Filter this data down to the lines that hold "parks", and copy them.

-- Entries provided follows --

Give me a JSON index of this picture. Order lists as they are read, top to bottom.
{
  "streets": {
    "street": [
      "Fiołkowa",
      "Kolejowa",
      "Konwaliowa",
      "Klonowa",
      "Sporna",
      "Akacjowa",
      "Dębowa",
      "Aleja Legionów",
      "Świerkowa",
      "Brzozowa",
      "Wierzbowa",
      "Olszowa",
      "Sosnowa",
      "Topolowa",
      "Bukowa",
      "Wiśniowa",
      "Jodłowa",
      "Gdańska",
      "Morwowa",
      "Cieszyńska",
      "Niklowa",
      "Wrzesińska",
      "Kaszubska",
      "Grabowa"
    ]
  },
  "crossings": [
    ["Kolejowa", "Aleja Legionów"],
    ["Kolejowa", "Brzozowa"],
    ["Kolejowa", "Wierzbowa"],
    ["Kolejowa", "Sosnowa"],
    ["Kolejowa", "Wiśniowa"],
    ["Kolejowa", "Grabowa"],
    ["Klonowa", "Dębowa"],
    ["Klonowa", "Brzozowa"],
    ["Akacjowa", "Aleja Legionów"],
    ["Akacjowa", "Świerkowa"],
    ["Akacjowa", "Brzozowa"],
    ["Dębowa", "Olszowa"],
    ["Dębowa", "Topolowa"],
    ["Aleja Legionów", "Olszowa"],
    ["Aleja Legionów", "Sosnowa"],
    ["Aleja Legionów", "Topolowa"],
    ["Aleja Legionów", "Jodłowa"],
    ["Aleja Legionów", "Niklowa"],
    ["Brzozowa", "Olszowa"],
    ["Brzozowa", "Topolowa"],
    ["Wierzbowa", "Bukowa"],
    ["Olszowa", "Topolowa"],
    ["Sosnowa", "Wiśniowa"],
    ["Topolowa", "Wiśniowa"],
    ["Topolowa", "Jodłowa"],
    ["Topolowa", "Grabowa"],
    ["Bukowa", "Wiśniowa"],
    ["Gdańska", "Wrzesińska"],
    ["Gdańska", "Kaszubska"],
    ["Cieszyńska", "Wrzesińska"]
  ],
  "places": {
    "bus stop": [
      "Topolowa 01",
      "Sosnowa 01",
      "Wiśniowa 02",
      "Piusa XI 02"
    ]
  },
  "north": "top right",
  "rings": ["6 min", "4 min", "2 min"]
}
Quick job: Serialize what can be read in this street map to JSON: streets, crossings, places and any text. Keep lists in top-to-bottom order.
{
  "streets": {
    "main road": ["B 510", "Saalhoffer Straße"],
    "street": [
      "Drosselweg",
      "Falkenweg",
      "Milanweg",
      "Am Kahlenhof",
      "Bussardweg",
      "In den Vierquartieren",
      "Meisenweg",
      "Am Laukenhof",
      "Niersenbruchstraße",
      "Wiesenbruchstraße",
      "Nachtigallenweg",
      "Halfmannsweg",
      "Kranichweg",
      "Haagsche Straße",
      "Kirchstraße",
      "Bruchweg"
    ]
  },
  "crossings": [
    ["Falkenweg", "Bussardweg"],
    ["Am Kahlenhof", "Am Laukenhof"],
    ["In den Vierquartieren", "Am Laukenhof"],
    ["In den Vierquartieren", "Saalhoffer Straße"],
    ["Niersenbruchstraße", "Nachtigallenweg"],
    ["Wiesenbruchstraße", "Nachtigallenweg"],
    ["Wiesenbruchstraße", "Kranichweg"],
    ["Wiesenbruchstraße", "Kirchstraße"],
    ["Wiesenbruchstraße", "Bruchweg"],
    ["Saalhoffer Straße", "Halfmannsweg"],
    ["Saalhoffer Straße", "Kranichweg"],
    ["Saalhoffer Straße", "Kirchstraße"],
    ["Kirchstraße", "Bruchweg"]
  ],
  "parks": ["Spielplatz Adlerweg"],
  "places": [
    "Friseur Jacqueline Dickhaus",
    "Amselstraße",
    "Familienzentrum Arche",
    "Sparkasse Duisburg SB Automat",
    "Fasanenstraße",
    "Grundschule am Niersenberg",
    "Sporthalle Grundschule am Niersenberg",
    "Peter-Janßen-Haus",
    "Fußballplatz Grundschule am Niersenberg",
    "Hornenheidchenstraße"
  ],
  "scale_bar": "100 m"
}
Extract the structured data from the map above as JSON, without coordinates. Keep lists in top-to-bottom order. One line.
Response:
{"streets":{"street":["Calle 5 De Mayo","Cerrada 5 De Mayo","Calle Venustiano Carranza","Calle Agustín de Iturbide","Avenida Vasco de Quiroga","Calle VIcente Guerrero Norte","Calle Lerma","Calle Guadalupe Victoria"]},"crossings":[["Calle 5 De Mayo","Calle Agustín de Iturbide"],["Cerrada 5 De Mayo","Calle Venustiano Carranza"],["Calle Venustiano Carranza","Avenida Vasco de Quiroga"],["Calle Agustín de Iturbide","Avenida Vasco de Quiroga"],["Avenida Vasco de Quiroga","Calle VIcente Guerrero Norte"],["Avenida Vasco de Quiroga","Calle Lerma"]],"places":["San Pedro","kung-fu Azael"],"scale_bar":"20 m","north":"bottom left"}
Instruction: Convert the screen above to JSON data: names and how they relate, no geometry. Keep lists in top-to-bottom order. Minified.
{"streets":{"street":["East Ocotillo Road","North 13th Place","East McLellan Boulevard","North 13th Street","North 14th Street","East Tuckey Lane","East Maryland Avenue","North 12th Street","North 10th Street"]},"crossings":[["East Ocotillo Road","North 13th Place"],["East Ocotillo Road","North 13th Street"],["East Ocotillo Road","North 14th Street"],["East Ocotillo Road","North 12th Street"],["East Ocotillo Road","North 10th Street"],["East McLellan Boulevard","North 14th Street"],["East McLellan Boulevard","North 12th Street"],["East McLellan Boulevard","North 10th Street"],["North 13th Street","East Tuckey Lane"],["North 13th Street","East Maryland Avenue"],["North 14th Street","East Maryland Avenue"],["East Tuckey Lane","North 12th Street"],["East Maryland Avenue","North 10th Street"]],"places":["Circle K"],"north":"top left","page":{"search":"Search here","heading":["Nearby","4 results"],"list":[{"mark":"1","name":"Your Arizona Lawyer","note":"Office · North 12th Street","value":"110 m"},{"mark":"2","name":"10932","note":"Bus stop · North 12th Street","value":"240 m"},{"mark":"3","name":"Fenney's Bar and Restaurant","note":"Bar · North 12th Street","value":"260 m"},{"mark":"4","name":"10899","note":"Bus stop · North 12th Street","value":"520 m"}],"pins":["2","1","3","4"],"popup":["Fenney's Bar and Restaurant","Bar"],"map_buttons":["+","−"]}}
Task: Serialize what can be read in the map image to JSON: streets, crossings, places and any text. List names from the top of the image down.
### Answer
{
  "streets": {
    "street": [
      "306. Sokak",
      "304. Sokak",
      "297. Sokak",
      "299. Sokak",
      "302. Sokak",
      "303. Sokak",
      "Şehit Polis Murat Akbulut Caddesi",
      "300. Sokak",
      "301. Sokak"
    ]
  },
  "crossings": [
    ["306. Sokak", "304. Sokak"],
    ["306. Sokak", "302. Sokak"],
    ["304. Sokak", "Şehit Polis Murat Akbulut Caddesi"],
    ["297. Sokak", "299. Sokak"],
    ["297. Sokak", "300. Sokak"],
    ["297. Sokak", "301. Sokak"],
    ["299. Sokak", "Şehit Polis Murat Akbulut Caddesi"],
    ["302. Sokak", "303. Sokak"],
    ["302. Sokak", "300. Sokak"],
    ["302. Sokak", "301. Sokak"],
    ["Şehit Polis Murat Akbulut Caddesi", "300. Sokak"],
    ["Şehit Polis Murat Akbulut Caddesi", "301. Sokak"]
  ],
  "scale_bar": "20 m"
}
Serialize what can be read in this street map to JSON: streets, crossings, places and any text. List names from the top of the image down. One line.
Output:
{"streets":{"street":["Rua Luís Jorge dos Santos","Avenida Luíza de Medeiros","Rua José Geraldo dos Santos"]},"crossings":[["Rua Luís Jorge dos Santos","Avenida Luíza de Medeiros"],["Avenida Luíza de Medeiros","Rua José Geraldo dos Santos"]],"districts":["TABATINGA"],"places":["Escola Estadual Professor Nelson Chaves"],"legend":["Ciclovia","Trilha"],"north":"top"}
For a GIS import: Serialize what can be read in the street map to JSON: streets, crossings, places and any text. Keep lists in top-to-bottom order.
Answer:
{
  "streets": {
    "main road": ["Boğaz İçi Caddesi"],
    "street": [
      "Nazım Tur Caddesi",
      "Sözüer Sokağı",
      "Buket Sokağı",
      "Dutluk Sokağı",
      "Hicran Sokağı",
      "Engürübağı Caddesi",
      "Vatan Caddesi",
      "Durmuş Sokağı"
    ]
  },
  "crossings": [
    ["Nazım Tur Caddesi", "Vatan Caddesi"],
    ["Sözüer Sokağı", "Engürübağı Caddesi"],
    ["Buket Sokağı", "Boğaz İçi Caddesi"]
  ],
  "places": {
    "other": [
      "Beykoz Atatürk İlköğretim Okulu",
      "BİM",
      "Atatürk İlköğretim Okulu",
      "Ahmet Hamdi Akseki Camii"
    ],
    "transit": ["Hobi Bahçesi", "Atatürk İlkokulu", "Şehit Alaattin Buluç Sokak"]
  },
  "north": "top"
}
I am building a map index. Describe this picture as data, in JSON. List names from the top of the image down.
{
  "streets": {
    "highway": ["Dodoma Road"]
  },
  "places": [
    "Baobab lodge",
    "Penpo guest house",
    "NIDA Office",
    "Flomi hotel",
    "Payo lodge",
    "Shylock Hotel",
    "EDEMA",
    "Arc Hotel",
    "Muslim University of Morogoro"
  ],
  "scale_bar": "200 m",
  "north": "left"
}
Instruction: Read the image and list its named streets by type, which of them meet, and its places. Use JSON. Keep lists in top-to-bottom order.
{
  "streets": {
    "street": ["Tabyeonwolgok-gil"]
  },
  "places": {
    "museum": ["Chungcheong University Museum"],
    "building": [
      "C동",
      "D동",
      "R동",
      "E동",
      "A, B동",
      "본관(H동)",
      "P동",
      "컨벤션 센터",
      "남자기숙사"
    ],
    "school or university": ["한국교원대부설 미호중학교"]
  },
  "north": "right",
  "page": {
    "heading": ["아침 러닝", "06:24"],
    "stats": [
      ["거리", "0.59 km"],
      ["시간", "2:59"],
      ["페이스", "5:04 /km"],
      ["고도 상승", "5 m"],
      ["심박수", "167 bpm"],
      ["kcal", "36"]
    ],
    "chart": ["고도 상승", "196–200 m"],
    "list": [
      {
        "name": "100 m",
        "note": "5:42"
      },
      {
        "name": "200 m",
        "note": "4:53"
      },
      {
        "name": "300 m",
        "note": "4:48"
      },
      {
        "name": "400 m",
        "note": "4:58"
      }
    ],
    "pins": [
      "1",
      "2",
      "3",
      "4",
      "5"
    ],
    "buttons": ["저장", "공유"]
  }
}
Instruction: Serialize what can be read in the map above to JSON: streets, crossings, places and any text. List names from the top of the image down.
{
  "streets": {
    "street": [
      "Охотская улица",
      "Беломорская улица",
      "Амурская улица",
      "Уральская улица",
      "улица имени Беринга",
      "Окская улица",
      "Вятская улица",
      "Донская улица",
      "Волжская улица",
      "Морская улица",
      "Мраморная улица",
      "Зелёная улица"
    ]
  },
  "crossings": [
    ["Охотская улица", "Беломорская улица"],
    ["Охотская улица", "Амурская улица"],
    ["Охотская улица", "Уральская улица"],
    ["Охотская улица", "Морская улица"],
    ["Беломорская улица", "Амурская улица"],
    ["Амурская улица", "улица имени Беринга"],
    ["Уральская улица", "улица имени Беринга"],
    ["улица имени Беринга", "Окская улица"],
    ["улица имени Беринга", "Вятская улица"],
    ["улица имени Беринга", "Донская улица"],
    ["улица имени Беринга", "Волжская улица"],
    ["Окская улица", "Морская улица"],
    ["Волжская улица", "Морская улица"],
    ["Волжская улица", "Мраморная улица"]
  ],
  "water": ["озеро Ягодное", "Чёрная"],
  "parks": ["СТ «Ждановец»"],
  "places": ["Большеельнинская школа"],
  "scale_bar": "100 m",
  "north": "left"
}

-- Entries provided concluded --

#### Result of this task
  "parks": ["Spielplatz Adlerweg"],
  "parks": ["СТ «Ждановец»"],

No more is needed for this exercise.